- Exercise requirements: Copy out the records so that each line matches the original.

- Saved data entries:
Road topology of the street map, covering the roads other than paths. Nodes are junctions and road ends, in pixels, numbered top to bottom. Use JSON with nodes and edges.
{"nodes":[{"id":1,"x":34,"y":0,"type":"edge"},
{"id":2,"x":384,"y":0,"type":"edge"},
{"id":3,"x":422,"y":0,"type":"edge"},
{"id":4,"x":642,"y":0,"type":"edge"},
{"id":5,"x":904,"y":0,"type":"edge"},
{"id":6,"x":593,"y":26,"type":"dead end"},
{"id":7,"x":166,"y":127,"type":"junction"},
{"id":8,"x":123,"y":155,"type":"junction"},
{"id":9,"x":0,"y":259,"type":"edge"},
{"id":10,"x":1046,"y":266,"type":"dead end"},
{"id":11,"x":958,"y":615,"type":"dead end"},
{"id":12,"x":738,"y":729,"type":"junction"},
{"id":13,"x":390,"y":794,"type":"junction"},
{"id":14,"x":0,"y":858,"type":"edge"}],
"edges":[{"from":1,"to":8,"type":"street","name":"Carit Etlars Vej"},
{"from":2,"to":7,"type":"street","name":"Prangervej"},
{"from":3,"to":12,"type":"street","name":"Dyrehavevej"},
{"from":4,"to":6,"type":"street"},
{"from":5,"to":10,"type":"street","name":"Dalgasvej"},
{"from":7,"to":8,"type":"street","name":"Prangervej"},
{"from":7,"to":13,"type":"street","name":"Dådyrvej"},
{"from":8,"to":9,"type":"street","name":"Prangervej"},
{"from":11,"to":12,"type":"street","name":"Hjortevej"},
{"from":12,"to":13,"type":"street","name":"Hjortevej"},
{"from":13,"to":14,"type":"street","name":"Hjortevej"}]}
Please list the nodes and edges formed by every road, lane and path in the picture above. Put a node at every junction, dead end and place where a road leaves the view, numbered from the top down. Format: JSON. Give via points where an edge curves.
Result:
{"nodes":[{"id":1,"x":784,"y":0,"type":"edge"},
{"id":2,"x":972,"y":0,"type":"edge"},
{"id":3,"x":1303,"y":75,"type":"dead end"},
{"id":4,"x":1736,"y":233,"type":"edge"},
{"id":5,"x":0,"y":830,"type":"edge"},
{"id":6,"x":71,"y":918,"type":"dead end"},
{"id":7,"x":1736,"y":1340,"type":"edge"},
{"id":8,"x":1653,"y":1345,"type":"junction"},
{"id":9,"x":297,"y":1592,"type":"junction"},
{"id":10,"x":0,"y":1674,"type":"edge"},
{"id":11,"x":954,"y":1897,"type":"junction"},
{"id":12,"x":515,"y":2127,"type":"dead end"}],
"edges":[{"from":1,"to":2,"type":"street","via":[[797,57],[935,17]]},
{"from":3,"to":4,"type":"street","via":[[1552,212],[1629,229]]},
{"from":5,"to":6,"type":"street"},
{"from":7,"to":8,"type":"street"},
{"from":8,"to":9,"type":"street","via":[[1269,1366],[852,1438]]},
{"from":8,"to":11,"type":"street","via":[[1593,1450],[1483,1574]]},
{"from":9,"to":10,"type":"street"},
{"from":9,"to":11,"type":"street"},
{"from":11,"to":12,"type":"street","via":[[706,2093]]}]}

- Answer to this task:
Road topology of the street map, covering the roads other than paths. Nodes are junctions and road ends, in pixels, numbered top to bottom. Use JSON with nodes and edges.
{"nodes":[{"id":1,"x":34,"y":0,"type":"edge"},
{"id":2,"x":384,"y":0,"type":"edge"},
{"id":3,"x":422,"y":0,"type":"edge"},
{"id":4,"x":642,"y":0,"type":"edge"},
{"id":5,"x":904,"y":0,"type":"edge"},
{"id":6,"x":593,"y":26,"type":"dead end"},
{"id":7,"x":166,"y":127,"type":"junction"},
{"id":8,"x":123,"y":155,"type":"junction"},
{"id":9,"x":0,"y":259,"type":"edge"},
{"id":10,"x":1046,"y":266,"type":"dead end"},
{"id":11,"x":958,"y":615,"type":"dead end"},
{"id":12,"x":738,"y":729,"type":"junction"},
{"id":13,"x":390,"y":794,"type":"junction"},
{"id":14,"x":0,"y":858,"type":"edge"}],
"edges":[{"from":1,"to":8,"type":"street","name":"Carit Etlars Vej"},
{"from":2,"to":7,"type":"street","name":"Prangervej"},
{"from":3,"to":12,"type":"street","name":"Dyrehavevej"},
{"from":4,"to":6,"type":"street"},
{"from":5,"to":10,"type":"street","name":"Dalgasvej"},
{"from":7,"to":8,"type":"street","name":"Prangervej"},
{"from":7,"to":13,"type":"street","name":"Dådyrvej"},
{"from":8,"to":9,"type":"street","name":"Prangervej"},
{"from":11,"to":12,"type":"street","name":"Hjortevej"},
{"from":12,"to":13,"type":"street","name":"Hjortevej"},
{"from":13,"to":14,"type":"street","name":"Hjortevej"}]}
Please list the nodes and edges formed by every road, lane and path in the picture above. Put a node at every junction, dead end and place where a road leaves the view, numbered from the top down. Format: JSON. Give via points where an edge curves.
Result:
{"nodes":[{"id":1,"x":784,"y":0,"type":"edge"},
{"id":2,"x":972,"y":0,"type":"edge"},
{"id":3,"x":1303,"y":75,"type":"dead end"},
{"id":4,"x":1736,"y":233,"type":"edge"},
{"id":5,"x":0,"y":830,"type":"edge"},
{"id":6,"x":71,"y":918,"type":"dead end"},
{"id":7,"x":1736,"y":1340,"type":"edge"},
{"id":8,"x":1653,"y":1345,"type":"junction"},
{"id":9,"x":297,"y":1592,"type":"junction"},
{"id":10,"x":0,"y":1674,"type":"edge"},
{"id":11,"x":954,"y":1897,"type":"junction"},
{"id":12,"x":515,"y":2127,"type":"dead end"}],
"edges":[{"from":1,"to":2,"type":"street","via":[[797,57],[935,17]]},
{"from":3,"to":4,"type":"street","via":[[1552,212],[1629,229]]},
{"from":5,"to":6,"type":"street"},
{"from":7,"to":8,"type":"street"},
{"from":8,"to":9,"type":"street","via":[[1269,1366],[852,1438]]},
{"from":8,"to":11,"type":"street","via":[[1593,1450],[1483,1574]]},
{"from":9,"to":10,"type":"street"},
{"from":9,"to":11,"type":"street"},
{"from":11,"to":12,"type":"street","via":[[706,2093]]}]}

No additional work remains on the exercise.